On Thu, Feb 11, 2010 at 06:07:23PM -0500, Phil Carns wrote:
> Thanks for the new patch and for the explanation.  I checked a modified 
> version of your patch into trunk.  Can you try it out and let me know if 
> it works on your end?
> 
> I made some changes to how client-core exits (and how pvfs2-client 
> detects it) to make things a little cleaner.  On my box the client-core 
> was segfaulting as it shut down because it used gossip sys_finalize(). 
> Fixing that prevented the pvfs2-client from restarting 
> pvfs2-client-core, though.  I added a special return code from 
> pvfs2-client-core instead to explicitly tell pvfs2-client to try again.
> 
> -Phil
> 
> Michael Moore wrote:
> > Attached is the cvs diff with the requested flags. I noticed how useless 
> > the previous patch format I used was when I was applying the cancel I/O 
> > patch :)
> > 
> > It does lead to a pvfs2-client-core restart loop if the connection to 
> > server never comes back.
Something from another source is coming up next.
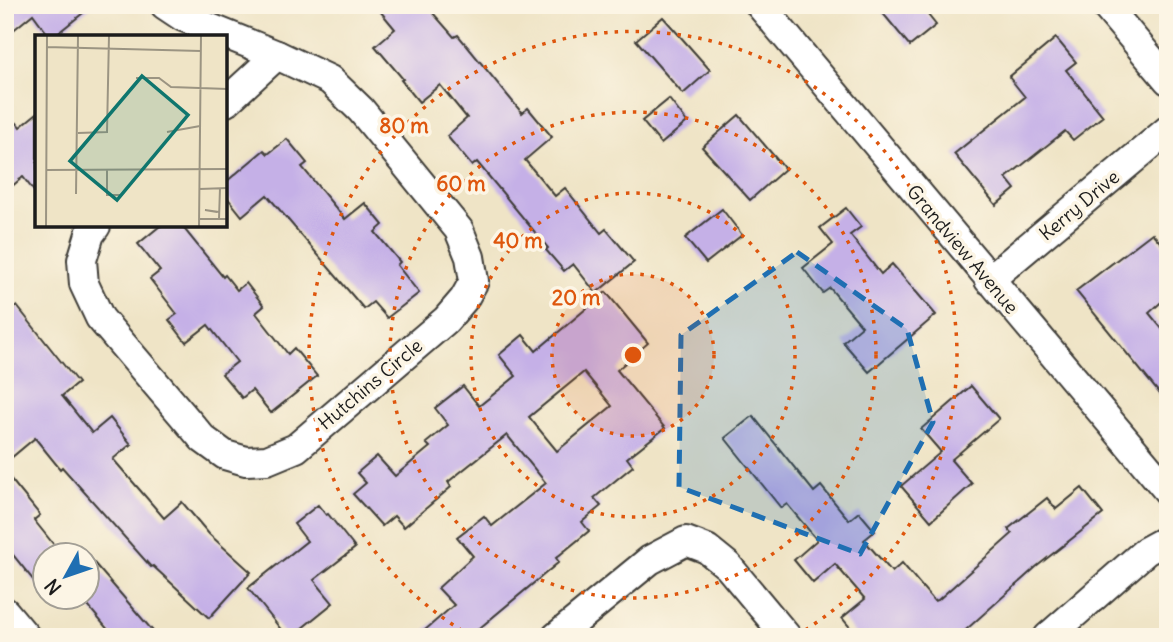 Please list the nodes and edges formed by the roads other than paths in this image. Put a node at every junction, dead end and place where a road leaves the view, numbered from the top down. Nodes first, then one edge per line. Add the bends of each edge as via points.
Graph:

However, the loop will be tempered by the 
> > BMI timeout and retry counts so it should be a reasonably long loop (I 
> > don't recall the defaults off hand, but should only be every couple 
> > minutes).
> > 
> > Michael
> > 
> > On Mon, Feb 08, 2010 at 01:51:16PM -0500, Phil Carns wrote:
> >> Hi Michael,
> >>
> >> Could you regenerate this patch with "diff -Naupr"  (or "cvs diff 
> >> -Naup")?  The -u in particular makes it a little easier to read/apply.
> >>
> >> I think this is the same issue as described in this open trac entry, 
> >> which would be great to knock out:
> >>
> >> https://trac.mcs.anl.gov/projects/pvfs/ticket/66
> >>
> >> I haven't traced through the code yet to look myself, but is there any 
> >> chance of the pvfs2-client-core getting stuck in a restart loop?
> >>
> >> -Phil
> >>
> >> Michael Moore wrote:
> >>> Attached is a patch against head for the issue. The comments largely
> >>> describe what's going on. If pvfs2-client-core is re-started due to a
> >>> segfault with a previously mounted PVFS filesystem any requests will
> >>> cause the process to spin.
> >>>
> >>> The patch adds a check at the end of the process_vfs_request
> >>> while(s_client_is_processing) loop to check if mount_complete is set to
> >>> failed. If so, it exits pvfs2-client-core with a non-zero value so a new
> >>> client-core will get restarted and mount/add the filesystem if
> >>> exec_remount completes successfully. If everything looks okay can you 
> >>> apply it to head?
> >>>
> >>> Thanks,
> >>> Michael
> >>>
> >>> On Mon, Feb 01, 2010 at 02:09:46PM -0500, Michael Moore wrote:
> >>>> On Mon, Feb 01, 2010 at 02:04:22PM -0500, Michael Moore wrote:
> >>>>> We recently saw some strange behvior in pvfs2-client-core when a server 
> >>>>> goes away 
> >>>>> (via segfault) and the client is unable to re-mount the filesystem. The 
> >>>>> pvfs2-client-core process takes up 100% of a core just spinning on 
> >>>>> process_vfs_request -> PVFS_sys_testsome and subsequent calls. Full 
> >>>>> backtrace 
> >>>>> follows. 
> >>>>>
> >>>>> In looking at the code in pvfs2-client-core it seems to  assume that 
> >>>>> the re-mount 
> >>>>> will always succeed (around line 3579). However, I don't know that it's 
> >>>>> the root 
> >>>>> cause of the issue. I'll continue looking but wondered if anyone had 
> >>>>> ideas on this. 
> >>>>> This appears to be re-creatable by:
> >>>>> 1) cleanly mounting and using the filesystem for some I/O
> >>>>> 2) either killing the servers or adding iptables rules to the client to 
> >>>>> reject 
> >>>>> traffic to the server,
> >>>>> 3) Attemping I/O from the client
> >>>> I neglected to mention the pvfs2-client-core must be killed after 
> >>>> attempting 
> >>>> I/O traffic to the 'failed' server as I only saw this behavior after the 
> >>>> client 
> >>>> core restarts. I'm still digging into the reason the client core 
> >>>> segfaulted after a 
> >>>> failed I/O flow.
> >>>>
> >>>> Michael
> >>>>
> >>>>> The operation correctly dies with connection refused but the client 
> >>>>> begins to spin 
> >>>>> taking up CPU.
> >>>>>
> >>>>> (gdb) bt
> >>>>> #0  0x00511402 in __kernel_vsyscall ()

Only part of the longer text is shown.